Terrain Sensitivity Mapping – the Great Sand Hills, southwest Saskatchewan
Project Description

In 2005-2006 JDMA was part of the Scientific Advisory Committee (SAC) conducting the Regional Environmental Study (RES) of the Great Sand Hills in southwestern Saskatchewan.  The RES had been commissioned by the Saskatchewan Minister of the Environment following the recommendations of a 2004 report by the Great Sand Hills Land Use Committee, which had highlighted concerns about the ecological integrity and sustainability of the Great Sand Hills in the face of increased human activity.  JDMA was responsible for mapping the economic geology and water resources within the RES review area and for assessing the sensitivity of the physical landscape to human activities (in particular, those activities associated with oil and natural gas exploration and development).

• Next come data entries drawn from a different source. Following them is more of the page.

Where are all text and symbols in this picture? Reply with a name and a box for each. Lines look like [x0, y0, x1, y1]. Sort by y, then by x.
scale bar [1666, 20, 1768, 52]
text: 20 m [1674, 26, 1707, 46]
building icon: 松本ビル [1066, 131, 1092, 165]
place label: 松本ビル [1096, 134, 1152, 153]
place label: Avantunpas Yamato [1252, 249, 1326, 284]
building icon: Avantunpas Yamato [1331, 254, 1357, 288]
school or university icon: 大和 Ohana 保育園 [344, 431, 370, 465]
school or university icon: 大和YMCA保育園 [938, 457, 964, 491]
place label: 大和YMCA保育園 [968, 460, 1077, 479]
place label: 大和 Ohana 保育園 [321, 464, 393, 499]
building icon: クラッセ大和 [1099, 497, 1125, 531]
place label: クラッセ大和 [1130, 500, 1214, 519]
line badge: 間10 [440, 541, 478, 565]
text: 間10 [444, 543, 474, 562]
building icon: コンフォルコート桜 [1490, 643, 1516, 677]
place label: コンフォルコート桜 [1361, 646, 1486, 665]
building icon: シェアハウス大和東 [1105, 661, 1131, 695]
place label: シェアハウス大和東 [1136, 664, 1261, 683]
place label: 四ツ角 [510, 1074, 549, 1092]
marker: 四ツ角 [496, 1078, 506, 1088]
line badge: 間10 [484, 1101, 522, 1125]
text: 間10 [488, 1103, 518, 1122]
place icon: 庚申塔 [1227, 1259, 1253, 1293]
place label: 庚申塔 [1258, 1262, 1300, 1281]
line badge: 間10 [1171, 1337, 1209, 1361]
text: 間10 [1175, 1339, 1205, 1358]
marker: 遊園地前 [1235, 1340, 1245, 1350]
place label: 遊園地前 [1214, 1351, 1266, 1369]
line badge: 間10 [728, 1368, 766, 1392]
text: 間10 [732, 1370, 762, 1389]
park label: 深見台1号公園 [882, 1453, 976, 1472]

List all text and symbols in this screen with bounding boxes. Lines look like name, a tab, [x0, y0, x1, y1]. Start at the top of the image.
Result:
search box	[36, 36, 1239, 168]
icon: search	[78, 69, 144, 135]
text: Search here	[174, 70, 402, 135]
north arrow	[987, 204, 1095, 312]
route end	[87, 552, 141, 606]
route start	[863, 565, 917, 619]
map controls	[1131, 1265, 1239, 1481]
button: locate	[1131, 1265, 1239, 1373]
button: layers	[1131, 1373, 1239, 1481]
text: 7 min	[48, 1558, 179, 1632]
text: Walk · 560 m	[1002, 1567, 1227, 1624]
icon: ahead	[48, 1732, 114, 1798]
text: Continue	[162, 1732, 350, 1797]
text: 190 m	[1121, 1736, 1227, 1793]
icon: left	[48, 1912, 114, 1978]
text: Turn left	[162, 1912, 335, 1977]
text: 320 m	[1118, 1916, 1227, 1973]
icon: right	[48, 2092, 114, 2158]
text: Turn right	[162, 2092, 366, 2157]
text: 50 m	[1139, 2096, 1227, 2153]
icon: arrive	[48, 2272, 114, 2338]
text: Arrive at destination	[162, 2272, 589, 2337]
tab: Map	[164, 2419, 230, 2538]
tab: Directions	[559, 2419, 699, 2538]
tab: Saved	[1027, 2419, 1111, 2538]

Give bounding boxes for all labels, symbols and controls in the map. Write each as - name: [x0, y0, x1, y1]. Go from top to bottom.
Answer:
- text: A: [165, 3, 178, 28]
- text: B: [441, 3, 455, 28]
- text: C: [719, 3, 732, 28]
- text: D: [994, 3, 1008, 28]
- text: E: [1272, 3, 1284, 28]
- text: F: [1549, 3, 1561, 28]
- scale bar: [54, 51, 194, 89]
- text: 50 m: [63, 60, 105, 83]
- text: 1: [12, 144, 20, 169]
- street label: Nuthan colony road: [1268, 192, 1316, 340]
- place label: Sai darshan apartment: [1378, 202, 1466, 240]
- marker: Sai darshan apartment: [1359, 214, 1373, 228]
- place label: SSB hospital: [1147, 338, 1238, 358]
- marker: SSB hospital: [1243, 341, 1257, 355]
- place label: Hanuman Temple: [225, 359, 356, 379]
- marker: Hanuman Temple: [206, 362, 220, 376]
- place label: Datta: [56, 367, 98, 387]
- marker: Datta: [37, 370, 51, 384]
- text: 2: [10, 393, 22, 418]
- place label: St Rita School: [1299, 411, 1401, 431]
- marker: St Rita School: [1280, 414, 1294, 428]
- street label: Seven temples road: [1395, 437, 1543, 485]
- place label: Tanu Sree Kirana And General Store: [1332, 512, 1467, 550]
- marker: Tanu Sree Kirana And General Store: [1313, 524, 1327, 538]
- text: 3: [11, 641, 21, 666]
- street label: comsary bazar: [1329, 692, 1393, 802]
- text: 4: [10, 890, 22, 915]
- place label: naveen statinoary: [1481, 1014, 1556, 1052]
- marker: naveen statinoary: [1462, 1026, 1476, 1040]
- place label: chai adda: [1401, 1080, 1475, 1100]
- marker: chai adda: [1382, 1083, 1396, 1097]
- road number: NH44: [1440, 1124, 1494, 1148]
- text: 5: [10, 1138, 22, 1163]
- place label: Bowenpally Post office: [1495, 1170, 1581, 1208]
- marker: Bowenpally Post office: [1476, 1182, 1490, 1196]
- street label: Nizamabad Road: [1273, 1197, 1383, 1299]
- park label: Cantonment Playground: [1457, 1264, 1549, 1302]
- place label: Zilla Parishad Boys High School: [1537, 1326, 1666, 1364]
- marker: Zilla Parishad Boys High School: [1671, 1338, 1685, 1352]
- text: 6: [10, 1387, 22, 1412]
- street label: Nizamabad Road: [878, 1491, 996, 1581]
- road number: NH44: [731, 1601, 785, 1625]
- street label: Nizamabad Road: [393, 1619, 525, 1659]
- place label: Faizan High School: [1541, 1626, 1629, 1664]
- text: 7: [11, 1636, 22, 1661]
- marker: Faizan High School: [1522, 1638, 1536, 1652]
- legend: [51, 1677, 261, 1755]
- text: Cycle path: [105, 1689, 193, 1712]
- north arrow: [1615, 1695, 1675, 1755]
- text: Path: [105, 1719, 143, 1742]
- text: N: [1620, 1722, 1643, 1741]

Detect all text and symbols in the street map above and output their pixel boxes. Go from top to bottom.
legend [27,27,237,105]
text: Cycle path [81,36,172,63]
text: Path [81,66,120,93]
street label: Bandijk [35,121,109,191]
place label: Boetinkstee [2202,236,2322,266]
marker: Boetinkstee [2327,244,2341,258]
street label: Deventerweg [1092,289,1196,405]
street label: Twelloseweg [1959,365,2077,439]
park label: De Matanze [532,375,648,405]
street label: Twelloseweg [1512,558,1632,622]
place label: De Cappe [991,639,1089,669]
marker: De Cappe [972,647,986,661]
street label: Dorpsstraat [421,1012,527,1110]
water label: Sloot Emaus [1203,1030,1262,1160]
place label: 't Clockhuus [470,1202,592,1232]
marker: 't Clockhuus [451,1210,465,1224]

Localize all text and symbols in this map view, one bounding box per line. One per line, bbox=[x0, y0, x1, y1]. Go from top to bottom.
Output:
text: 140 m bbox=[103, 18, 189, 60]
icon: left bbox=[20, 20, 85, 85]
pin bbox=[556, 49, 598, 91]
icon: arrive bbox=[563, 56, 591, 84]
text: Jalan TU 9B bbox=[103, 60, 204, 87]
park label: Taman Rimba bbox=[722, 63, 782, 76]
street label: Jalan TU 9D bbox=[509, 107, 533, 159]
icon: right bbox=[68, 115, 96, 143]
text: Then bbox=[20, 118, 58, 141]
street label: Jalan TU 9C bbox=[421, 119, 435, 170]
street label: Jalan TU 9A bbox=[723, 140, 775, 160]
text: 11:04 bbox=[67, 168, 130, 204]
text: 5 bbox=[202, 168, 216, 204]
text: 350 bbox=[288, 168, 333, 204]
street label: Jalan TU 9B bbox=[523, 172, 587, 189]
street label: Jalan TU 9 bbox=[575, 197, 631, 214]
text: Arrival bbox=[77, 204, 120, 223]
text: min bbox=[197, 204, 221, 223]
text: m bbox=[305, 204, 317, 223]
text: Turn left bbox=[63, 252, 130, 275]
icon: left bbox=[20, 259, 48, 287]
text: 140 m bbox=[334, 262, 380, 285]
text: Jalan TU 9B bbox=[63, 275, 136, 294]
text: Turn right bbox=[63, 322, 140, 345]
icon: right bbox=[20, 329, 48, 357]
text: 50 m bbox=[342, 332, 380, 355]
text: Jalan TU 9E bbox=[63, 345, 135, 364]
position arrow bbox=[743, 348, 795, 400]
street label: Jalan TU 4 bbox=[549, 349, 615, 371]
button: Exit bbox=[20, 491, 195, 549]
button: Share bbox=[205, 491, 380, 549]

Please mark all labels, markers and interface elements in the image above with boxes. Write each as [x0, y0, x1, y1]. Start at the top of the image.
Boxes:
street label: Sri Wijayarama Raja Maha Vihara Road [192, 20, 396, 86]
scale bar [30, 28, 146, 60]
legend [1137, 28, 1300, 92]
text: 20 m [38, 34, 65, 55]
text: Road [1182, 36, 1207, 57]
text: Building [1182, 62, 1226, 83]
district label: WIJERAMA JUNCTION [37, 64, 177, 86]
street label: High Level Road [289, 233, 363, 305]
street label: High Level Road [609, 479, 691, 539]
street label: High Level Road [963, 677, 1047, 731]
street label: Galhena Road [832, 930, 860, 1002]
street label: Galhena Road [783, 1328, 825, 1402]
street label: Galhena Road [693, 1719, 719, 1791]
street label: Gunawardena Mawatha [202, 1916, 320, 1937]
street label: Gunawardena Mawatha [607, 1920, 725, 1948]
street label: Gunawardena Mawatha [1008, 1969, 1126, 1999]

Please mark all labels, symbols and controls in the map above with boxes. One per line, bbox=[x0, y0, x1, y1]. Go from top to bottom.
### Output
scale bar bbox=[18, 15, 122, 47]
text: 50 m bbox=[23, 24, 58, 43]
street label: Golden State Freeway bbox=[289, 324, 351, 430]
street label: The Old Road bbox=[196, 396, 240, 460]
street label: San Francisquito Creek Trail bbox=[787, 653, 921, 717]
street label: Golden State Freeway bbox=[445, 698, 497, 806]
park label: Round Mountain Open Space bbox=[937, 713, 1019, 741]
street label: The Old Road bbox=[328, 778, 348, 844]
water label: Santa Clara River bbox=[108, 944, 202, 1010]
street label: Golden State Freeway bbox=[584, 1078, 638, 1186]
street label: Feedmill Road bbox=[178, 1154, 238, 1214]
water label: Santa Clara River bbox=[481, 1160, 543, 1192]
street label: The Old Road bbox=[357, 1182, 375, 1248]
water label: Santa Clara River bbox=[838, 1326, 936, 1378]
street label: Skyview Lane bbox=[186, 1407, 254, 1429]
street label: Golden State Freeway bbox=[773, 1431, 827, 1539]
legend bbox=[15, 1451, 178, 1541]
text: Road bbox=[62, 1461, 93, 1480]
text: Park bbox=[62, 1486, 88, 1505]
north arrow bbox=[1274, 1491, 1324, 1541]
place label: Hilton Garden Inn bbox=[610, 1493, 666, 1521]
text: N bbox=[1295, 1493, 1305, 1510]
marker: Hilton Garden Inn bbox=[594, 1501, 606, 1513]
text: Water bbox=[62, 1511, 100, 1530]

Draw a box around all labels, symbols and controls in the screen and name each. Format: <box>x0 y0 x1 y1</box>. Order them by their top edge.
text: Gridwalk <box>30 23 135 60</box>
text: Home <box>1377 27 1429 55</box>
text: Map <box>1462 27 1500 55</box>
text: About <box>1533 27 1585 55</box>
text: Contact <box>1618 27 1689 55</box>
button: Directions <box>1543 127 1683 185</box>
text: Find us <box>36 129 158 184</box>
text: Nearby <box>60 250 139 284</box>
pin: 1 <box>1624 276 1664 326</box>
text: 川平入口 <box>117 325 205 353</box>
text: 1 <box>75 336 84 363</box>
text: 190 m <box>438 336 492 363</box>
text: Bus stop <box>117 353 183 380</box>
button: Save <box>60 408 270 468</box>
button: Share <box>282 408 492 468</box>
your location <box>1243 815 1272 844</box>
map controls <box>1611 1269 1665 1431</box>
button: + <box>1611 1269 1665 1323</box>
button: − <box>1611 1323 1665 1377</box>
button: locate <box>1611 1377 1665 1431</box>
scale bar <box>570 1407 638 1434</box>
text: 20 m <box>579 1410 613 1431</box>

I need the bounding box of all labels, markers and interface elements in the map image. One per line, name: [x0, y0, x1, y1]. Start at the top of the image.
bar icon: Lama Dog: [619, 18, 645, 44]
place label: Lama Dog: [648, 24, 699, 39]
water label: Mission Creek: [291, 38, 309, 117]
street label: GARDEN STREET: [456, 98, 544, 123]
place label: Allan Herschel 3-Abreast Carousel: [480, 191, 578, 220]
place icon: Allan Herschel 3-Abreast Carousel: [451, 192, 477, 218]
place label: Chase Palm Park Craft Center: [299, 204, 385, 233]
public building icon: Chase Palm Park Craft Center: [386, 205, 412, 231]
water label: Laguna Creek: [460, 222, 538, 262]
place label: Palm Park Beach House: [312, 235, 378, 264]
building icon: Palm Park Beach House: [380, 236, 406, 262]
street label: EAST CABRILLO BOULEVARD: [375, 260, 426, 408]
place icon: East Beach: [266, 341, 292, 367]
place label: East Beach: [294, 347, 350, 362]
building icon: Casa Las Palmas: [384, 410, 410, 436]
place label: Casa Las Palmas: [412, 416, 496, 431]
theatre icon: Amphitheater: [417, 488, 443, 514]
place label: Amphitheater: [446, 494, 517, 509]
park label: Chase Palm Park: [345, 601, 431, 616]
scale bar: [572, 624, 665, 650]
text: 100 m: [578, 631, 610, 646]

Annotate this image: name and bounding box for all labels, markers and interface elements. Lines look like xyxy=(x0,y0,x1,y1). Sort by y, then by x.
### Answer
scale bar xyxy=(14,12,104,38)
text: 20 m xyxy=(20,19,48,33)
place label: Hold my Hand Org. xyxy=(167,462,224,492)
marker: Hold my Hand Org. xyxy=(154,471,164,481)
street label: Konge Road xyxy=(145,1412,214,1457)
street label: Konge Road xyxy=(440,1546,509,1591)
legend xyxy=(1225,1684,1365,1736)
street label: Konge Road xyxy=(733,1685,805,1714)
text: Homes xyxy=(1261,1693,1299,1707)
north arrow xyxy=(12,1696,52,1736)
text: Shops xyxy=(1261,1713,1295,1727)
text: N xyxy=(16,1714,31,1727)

To assess the relative level of sensitivity of the landscape in the Great Sand Hills to human disturbance, JDMA used LiDAR survey data (acquired by Saskatchewan Environment) and information from existing land cover and surficial geology studies to develop a GIS-based ‘terrain sensitivity’ model.  The terrain sensitivity model considered several factors including soil type and texture, depositional environment, slope, aspect, existing landcover (including type and extent of vegetative cover) and current land use practices (which included identifying and mapping local ATV and truck trails not captured by the existing road network datasets).  The resulting terrain sensitivity not only identified the areas potentially most sensitive to human activities but were also used in planning many of the field studies undertaken by other SAC members.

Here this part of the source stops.